Pathways In Science | PLOS Synthetic Biology Community | SynBioFromLeukipposInstitute | Scoop.it
I have walked along many paths, even pathways, on my journey through life. Recently, I have come across new pathways, indeed two different types of pathways, which have made me curious and thoughtful.

I was sitting in a meeting on Responsible Research and Innovation (RRI) and synthetic biology the other day and heard a lot about ‘innovation pathways’, ‘commercial pathways’, ‘translational pathways’, ‘pathways to innovation’ and, of course, ‘pathways to impact’. Some weeks beforehand I had been sitting in various synthetic biology meetings surrounded by people who study ‘metabolic pathways’ (or as some call them, ‘paths of life’). In both cases I was puzzled, but in different ways. What are these pathways we are talking about? How do we journey along them or make others embark on them? How do we map what they are and where they go? How are they made and changed?

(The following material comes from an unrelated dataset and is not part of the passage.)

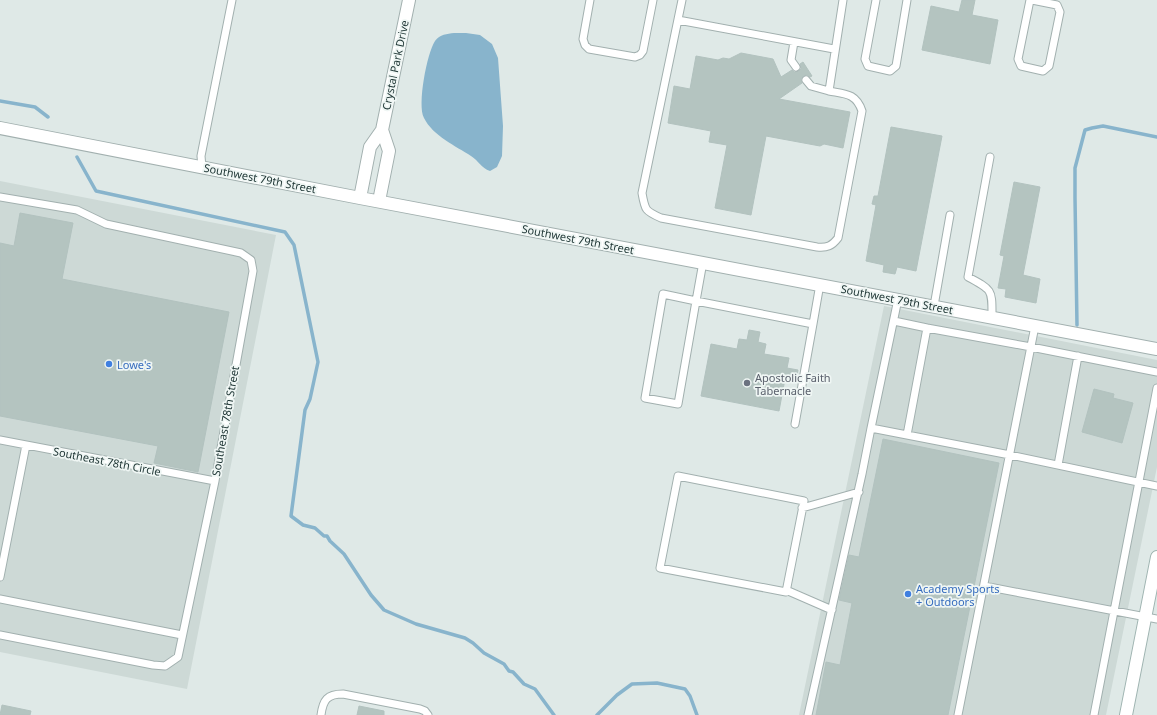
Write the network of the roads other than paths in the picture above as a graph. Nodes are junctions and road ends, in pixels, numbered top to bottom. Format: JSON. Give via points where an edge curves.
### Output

Of course, these pathways are very different, but as we shall see, they cross over (might even come into conflict) in the life of natural scientists (who explore metabolic pathways and are supposed to find pathways to [industrial] growth) and in the life of social scientists (who are tasked with embedding RRI into this process and “help avoid lock-in to innovation pathways that do not serve individual patient or public benefit”).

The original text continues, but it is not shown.